In 2008 the National Association of Scholars scored a big win on Capitol Hill when the American History for Freedom Program (AHF) was included as part of the newly reauthorized Higher Education Act. AHF authorized the Department of Education to begin making grants to university and college programs geared to the study of liberty, the American Founding and Western Civilization and run by scholars with well-established credentials in those areas. The purpose was dual: to revive teaching and research in these critically underserved areas and inject a sorely needed dose of philosophical pluralism into the academe’s bloodstream. Federal funding, we hoped, might eventually become generous enough to spur waves of new politically incorrect hires, returning genuine intellectual contest our campuses. Think of it as a “Manhattan Project” for fresh ideas.
The enactment of AHF was almost immediately followed by the 2008 presidential election. The NAS quickly calculated that the new Obama Education Department would be unlikely to administer this program in the spirit intended and so shelved immediate plans to seek money for it. Four years and another presidential election didn’t change our minds, but the electoral upheaval of 2016 suddenly made all things seem possible. It was time to rouse American History for Freedom from its octennial slumber.
So we’ve been sounding reveille and the results are beginning to show. This week Congressman John Culberson of Texas released a letter from the Department of Education, prompted by his own inquiry on behalf of a constituent, about the department’s attitude to AHF. Over the signature of James Manning, the department’s third-ranking official, Culberson was informed that the goals of AHF were consistent with the Secretary’s Priority 4: “Fostering knowledge of the common rights and responsibilities of American citizenship and civic participation,” concluding that “should the Congress appropriate funding for the American History for Freedom Program, we would implement the program accordingly.”
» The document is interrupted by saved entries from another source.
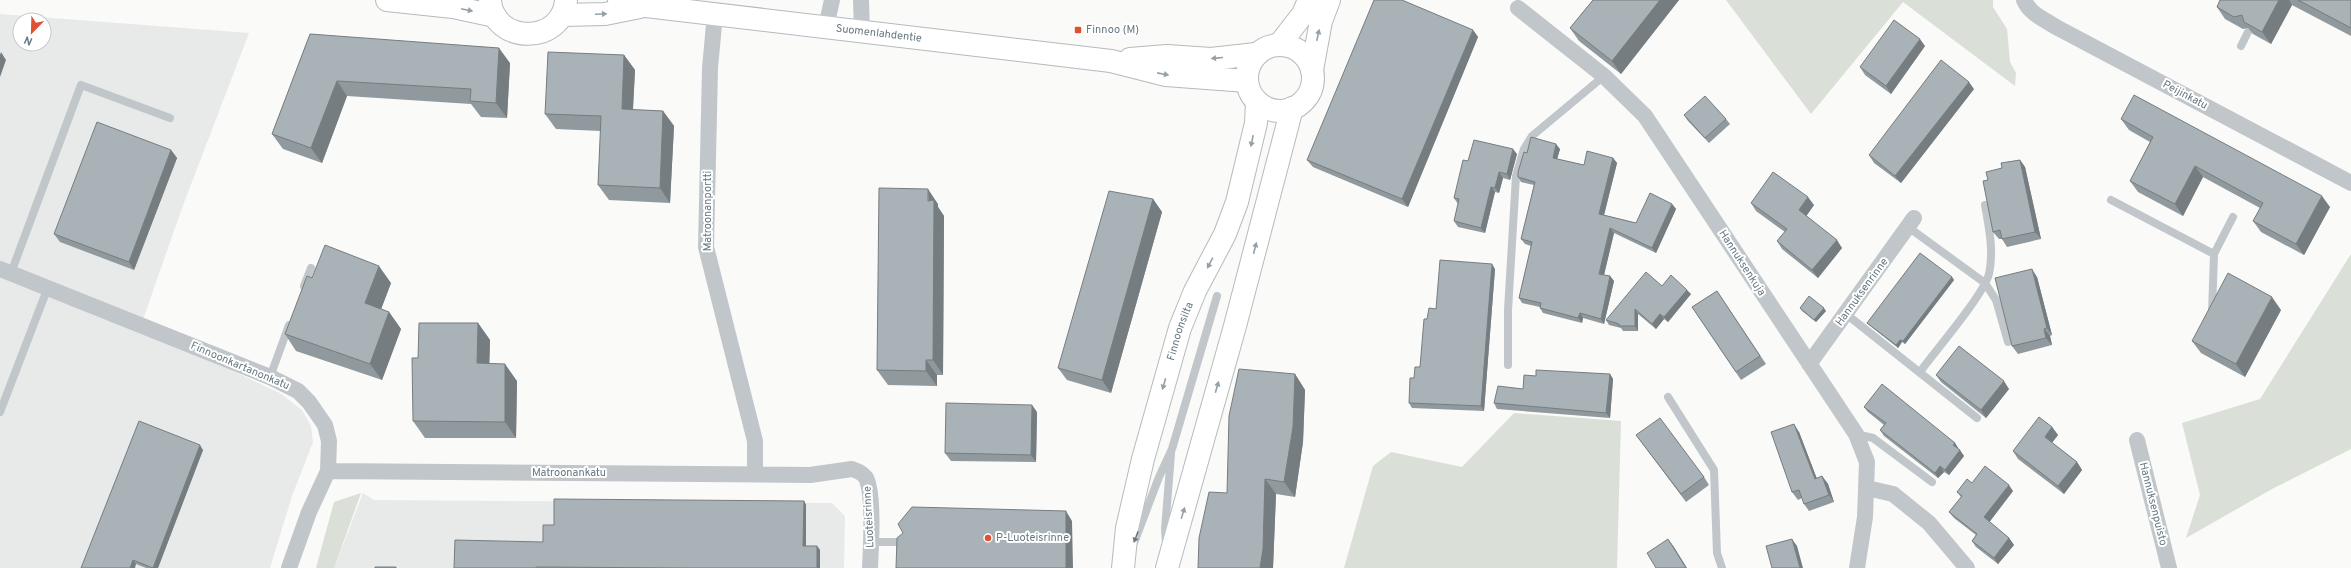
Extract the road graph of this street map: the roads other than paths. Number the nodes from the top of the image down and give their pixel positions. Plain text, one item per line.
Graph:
1 (387, 0) edge
2 (619, 0) edge
3 (832, 0) edge
4 (861, 0) edge
5 (1308, 0) edge
6 (1329, 0) edge
7 (2024, 0) edge
8 (1518, 4) edge
9 (646, 6) junction
10 (564, 7) edge
11 (496, 14) edge
12 (715, 14) junction
13 (826, 27) junction
14 (862, 32) junction
15 (2248, 32) edge
16 (1279, 45) junction
17 (2241, 46) dead end
18 (1256, 54) junction
19 (1111, 61) junction
20 (1312, 70) junction
21 (1604, 76) junction
22 (1246, 81) junction
23 (1257, 102) junction
24 (1292, 108) junction
25 (170, 118) dead end
26 (2351, 183) edge
27 (2111, 200) dead end
28 (1985, 205) edge
29 (2233, 217) dead end
30 (1911, 223) joint
31 (2214, 254) junction
32 (311, 268) dead end
33 (6, 271) edge
34 (1985, 283) junction
35 (48, 287) junction
36 (300, 296) edge
37 (1217, 296) dead end
38 (1846, 314) junction
39 (2211, 317) edge
40 (292, 318) edge
41 (2008, 342) edge
42 (1809, 364) junction
43 (1508, 365) dead end
44 (1920, 372) junction
45 (270, 377) junction
46 (1668, 396) dead end
47 (0, 412) edge
48 (1977, 418) edge
49 (1856, 434) junction
50 (2137, 440) dead end
51 (1172, 449) junction
52 (328, 471) junction
53 (755, 474) junction
54 (810, 475) joint
55 (1932, 482) edge
56 (1867, 488) junction
57 (871, 542) junction
58 (904, 542) edge
59 (1167, 566) edge
60 (289, 568) edge
61 (870, 568) edge
62 (1123, 568) edge
63 (1722, 568) edge
64 (1857, 568) edge
65 (1967, 568) edge
66 (2169, 568) edge

1 -> 11 main road
2 - 9 main road, Suomenlahdentie
3 - 13 street
4 - 14 street
5 - 16 main road
20 -> 6 main road
7 - 26 street, Peijinkatu
8 - 21 street, Hannuksenkuja
10 -> 9 main road, Suomenlahdentie
9 - 12 main road, Suomenlahdentie
10 - 11 main road
12 - 13 main road, Suomenlahdentie
12 - 53 street, Matroonanportti
13 - 14 main road, Suomenlahdentie
14 - 19 main road, Suomenlahdentie
15 - 17 lane
16 - 18 main road
16 - 20 main road
18 -> 19 main road, Suomenlahdentie
18 - 22 main road
19 -> 22 main road, Suomenlahdentie
20 - 24 main road
21 - 42 street, Hannuksenkuja
21 - 43 lane
22 - 23 main road
23 - 24 main road
23 -> 62 main road, Finnoonsilta
59 -> 24 main road
25 - 33 lane
27 - 31 lane
28 - 34 lane
29 - 31 lane
30 - 34 lane
30 - 38 street, Hannuksenrinne
31 - 39 lane
32 - 36 lane
33 - 35 street, Finnoonkartanonkatu
34 - 41 lane
34 - 44 lane
35 - 45 street, Finnoonkartanonkatu
35 - 47 lane
37 - 51 lane
38 - 42 street, Hannuksenrinne
38 - 44 lane
40 - 45 lane
42 - 49 street, Hannuksenkuja
44 - 48 lane
45 - 52 street, Finnoonkartanonkatu
46 - 63 lane
49 - 55 lane
49 - 56 street, Hannuksenkuja
50 - 66 street, Hannuksenpuisto
51 - 59 lane
51 -> 62 lane
52 - 53 street, Matroonankatu
52 - 60 street, Finnoonkartanonkatu
53 - 54 street, Matroonankatu
54 - 57 street, Luoteisrinne
56 - 64 street, Hannuksenkuja
56 - 65 street
57 - 58 lane
57 - 61 street, Luoteisrinne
Though couched in bureaucratize, this letter is a real step forward, since the department could far more easily have said its existing commitments left no room for spending additional money. It also reflects (and communicates to Congress) the fact that AHF has friends well-placed in the department’s higher reaches. Of course, it’s the House and Senate that hold the power of the purse, and with the Higher Education Act again up for reauthorization, there is also the need to ensure that the AHF’s statutory language is retained within it.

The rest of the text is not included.